Retype all entries exactly, skipping pictures.

· · ·

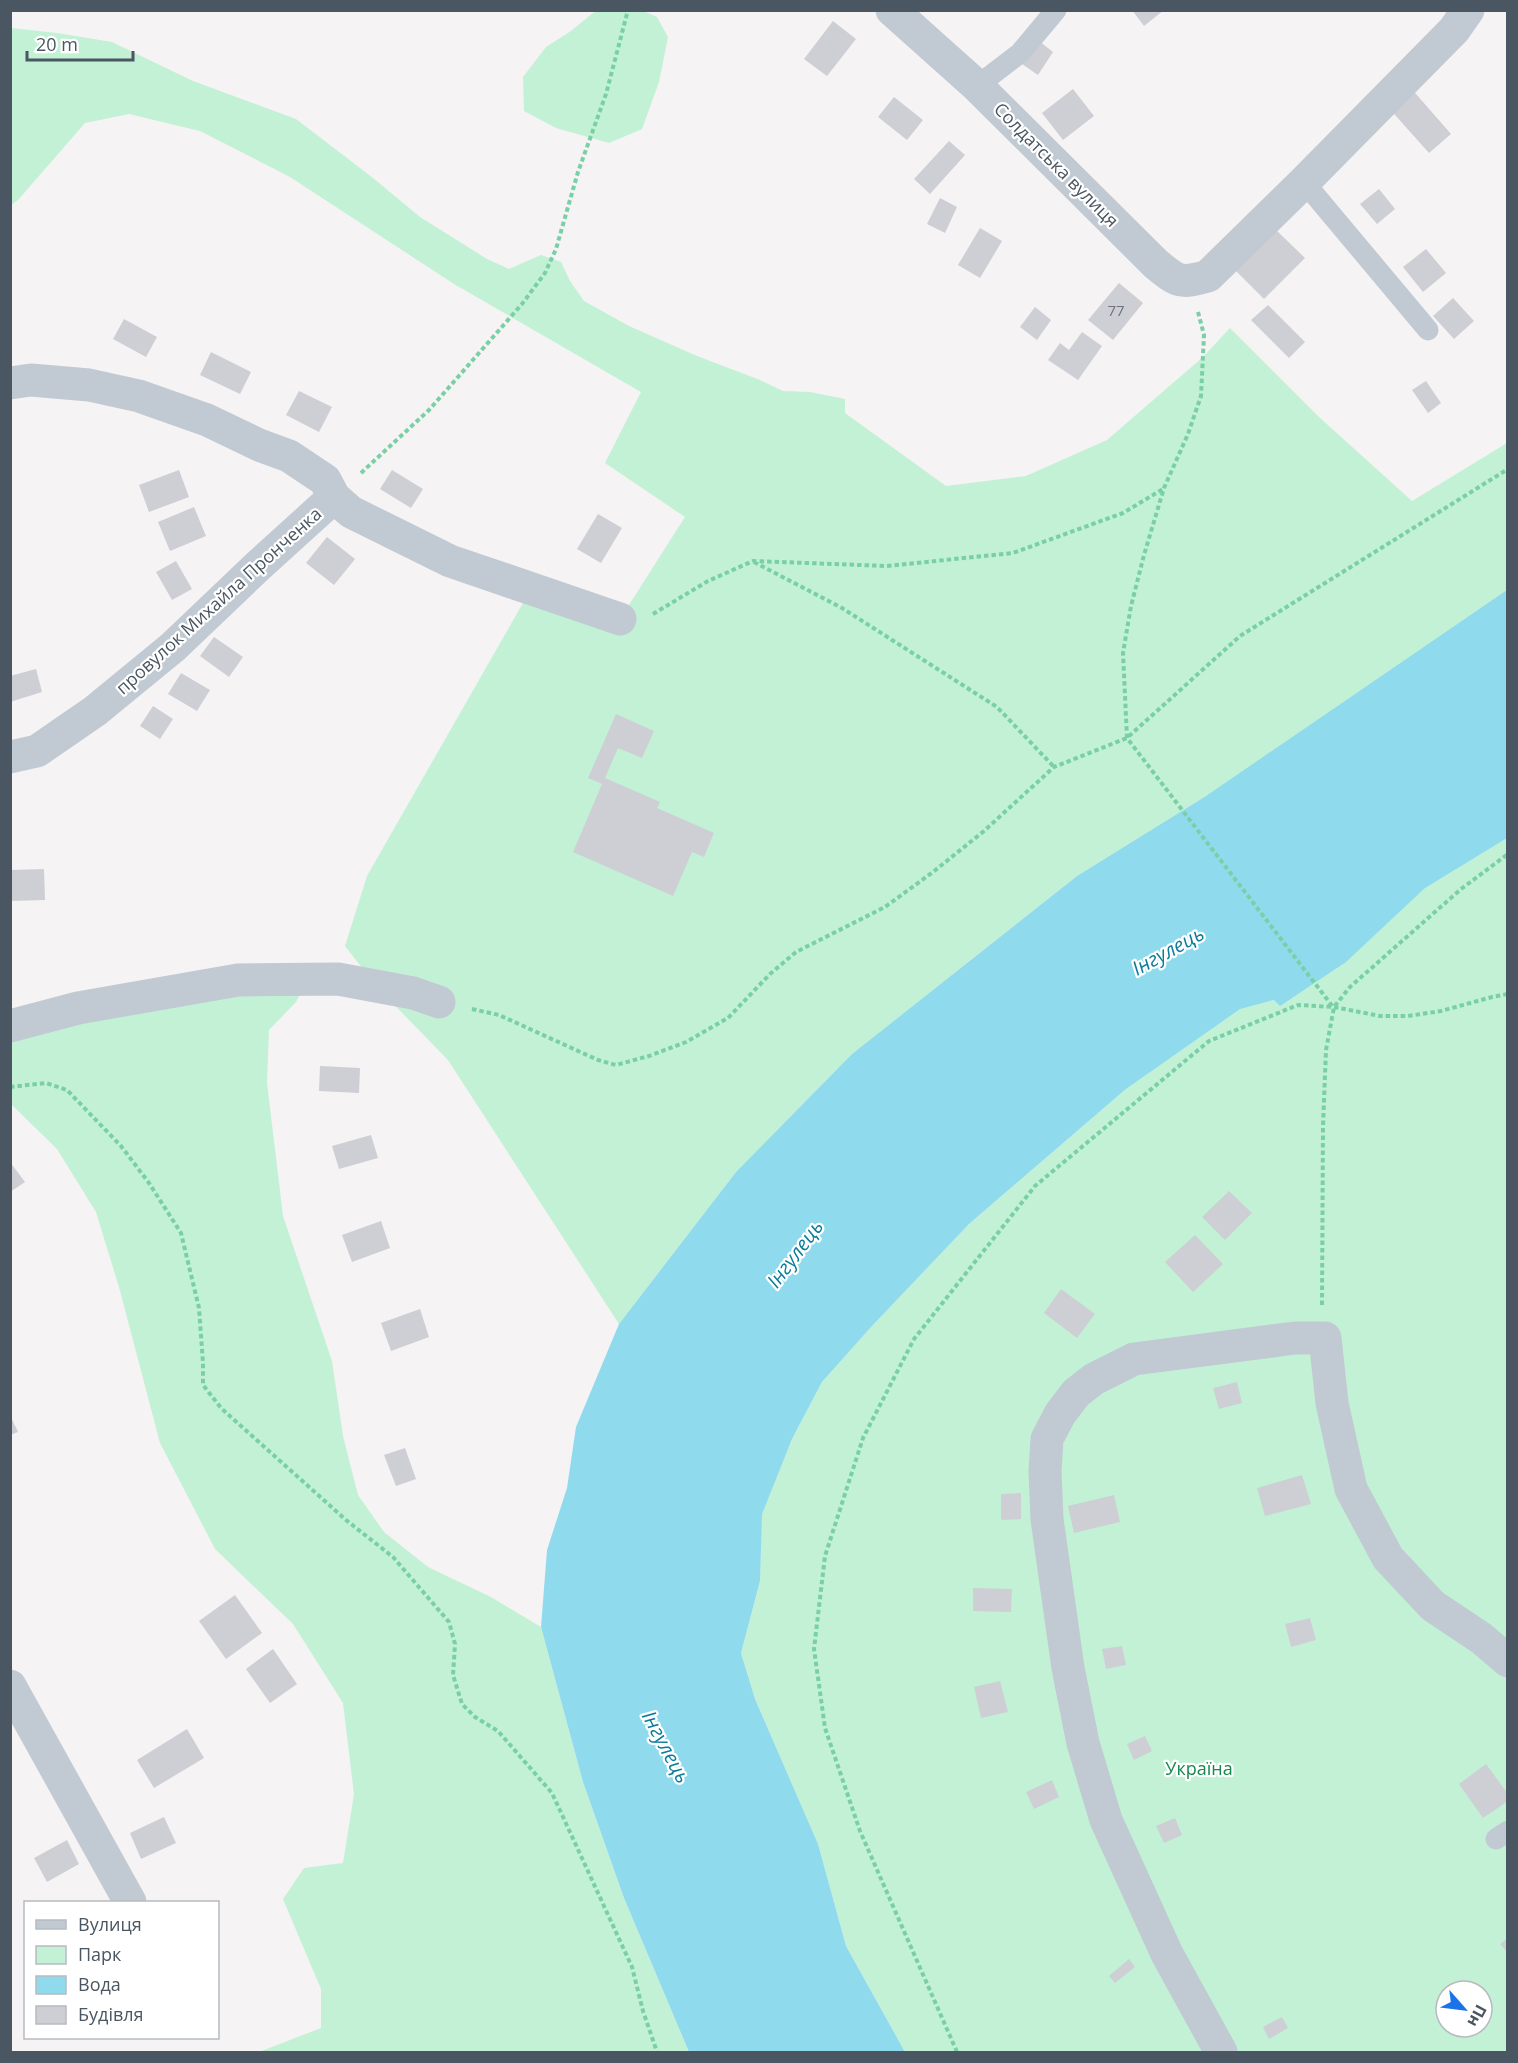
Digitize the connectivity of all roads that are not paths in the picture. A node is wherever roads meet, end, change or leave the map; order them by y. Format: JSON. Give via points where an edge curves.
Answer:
{"nodes":[{"id":1,"x":892,"y":10,"type":"edge"},
{"id":2,"x":1056,"y":10,"type":"edge"},
{"id":3,"x":1468,"y":10,"type":"edge"},
{"id":4,"x":976,"y":86,"type":"junction"},
{"id":5,"x":1304,"y":182,"type":"junction"},
{"id":6,"x":1428,"y":330,"type":"dead end"},
{"id":7,"x":10,"y":383,"type":"edge"},
{"id":8,"x":334,"y":496,"type":"junction"},
{"id":9,"x":620,"y":619,"type":"road end"},
{"id":10,"x":10,"y":757,"type":"edge"},
{"id":11,"x":439,"y":1002,"type":"road end"},
{"id":12,"x":10,"y":1026,"type":"edge"},
{"id":13,"x":1508,"y":1661,"type":"edge"},
{"id":14,"x":10,"y":1686,"type":"edge"},
{"id":15,"x":129,"y":1901,"type":"edge"},
{"id":16,"x":1221,"y":2052,"type":"edge"}],
"edges":[{"from":1,"to":4,"type":"street","name":"Солдатська вулиця"},
{"from":2,"to":4,"type":"lane","via":[[1020,53]]},
{"from":3,"to":5,"type":"street","via":[[1454,30]]},
{"from":4,"to":5,"type":"street","name":"Солдатська вулиця","via":[[1155,264],[1186,283],[1208,276]]},
{"from":5,"to":6,"type":"lane"},
{"from":7,"to":8,"type":"street","name":"провулок Михайла Пронченка","via":[[31,380],[89,385],[140,396],[289,456],[325,480]]},
{"from":8,"to":9,"type":"street","name":"провулок Михайла Пронченка","via":[[351,512],[450,561]]},
{"from":8,"to":10,"type":"street","name":"провулок Михайла Пронченка","via":[[173,647],[95,711],[37,751]]},
{"from":11,"to":12,"type":"street","via":[[413,993],[338,979],[238,980],[78,1008]]},
{"from":13,"to":16,"type":"street","via":[[1432,1606],[1388,1558],[1351,1489],[1332,1403],[1325,1338],[1295,1338],[1134,1359],[1094,1379],[1060,1414],[1047,1439],[1047,1519],[1083,1743],[1106,1820],[1167,1954]]},
{"from":14,"to":15,"type":"street"}]}
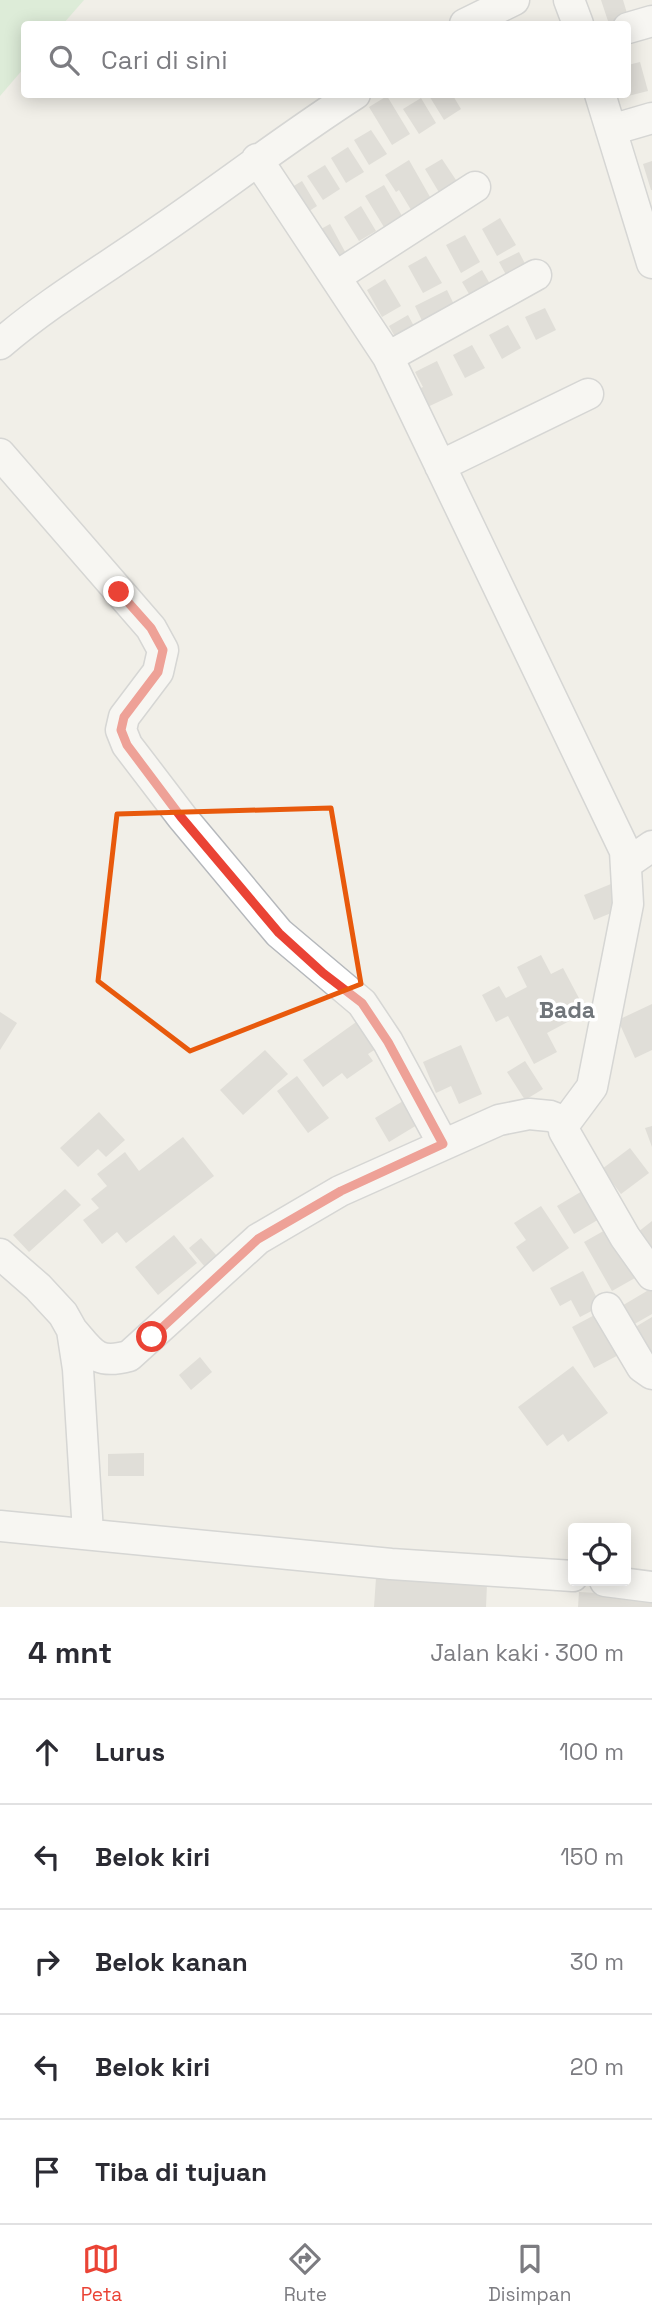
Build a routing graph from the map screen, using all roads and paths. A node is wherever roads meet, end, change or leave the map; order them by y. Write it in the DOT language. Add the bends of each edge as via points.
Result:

· · ·

### Task result
Digitize the connectivity of all roads that are not paths in the picture. A node is wherever roads meet, end, change or leave the map; order them by y. Format: JSON. Give via points where an edge curves.
Answer:
{"nodes":[{"id":1,"x":892,"y":10,"type":"edge"},
{"id":2,"x":1056,"y":10,"type":"edge"},
{"id":3,"x":1468,"y":10,"type":"edge"},
{"id":4,"x":976,"y":86,"type":"junction"},
{"id":5,"x":1304,"y":182,"type":"junction"},
{"id":6,"x":1428,"y":330,"type":"dead end"},
{"id":7,"x":10,"y":383,"type":"edge"},
{"id":8,"x":334,"y":496,"type":"junction"},
{"id":9,"x":620,"y":619,"type":"road end"},
{"id":10,"x":10,"y":757,"type":"edge"},
{"id":11,"x":439,"y":1002,"type":"road end"},
{"id":12,"x":10,"y":1026,"type":"edge"},
{"id":13,"x":1508,"y":1661,"type":"edge"},
{"id":14,"x":10,"y":1686,"type":"edge"},
{"id":15,"x":129,"y":1901,"type":"edge"},
{"id":16,"x":1221,"y":2052,"type":"edge"}],
"edges":[{"from":1,"to":4,"type":"street","name":"Солдатська вулиця"},
{"from":2,"to":4,"type":"lane","via":[[1020,53]]},
{"from":3,"to":5,"type":"street","via":[[1454,30]]},
{"from":4,"to":5,"type":"street","name":"Солдатська вулиця","via":[[1155,264],[1186,283],[1208,276]]},
{"from":5,"to":6,"type":"lane"},
{"from":7,"to":8,"type":"street","name":"провулок Михайла Пронченка","via":[[31,380],[89,385],[140,396],[289,456],[325,480]]},
{"from":8,"to":9,"type":"street","name":"провулок Михайла Пронченка","via":[[351,512],[450,561]]},
{"from":8,"to":10,"type":"street","name":"провулок Михайла Пронченка","via":[[173,647],[95,711],[37,751]]},
{"from":11,"to":12,"type":"street","via":[[413,993],[338,979],[238,980],[78,1008]]},
{"from":13,"to":16,"type":"street","via":[[1432,1606],[1388,1558],[1351,1489],[1332,1403],[1325,1338],[1295,1338],[1134,1359],[1094,1379],[1060,1414],[1047,1439],[1047,1519],[1083,1743],[1106,1820],[1167,1954]]},
{"from":14,"to":15,"type":"street"}]}
Build a routing graph from the map screen, using all roads and paths. A node is wherever roads meet, end, change or leave the map; order them by y. Write it in the DOT language. Add the bends of each edge as via points.
Result:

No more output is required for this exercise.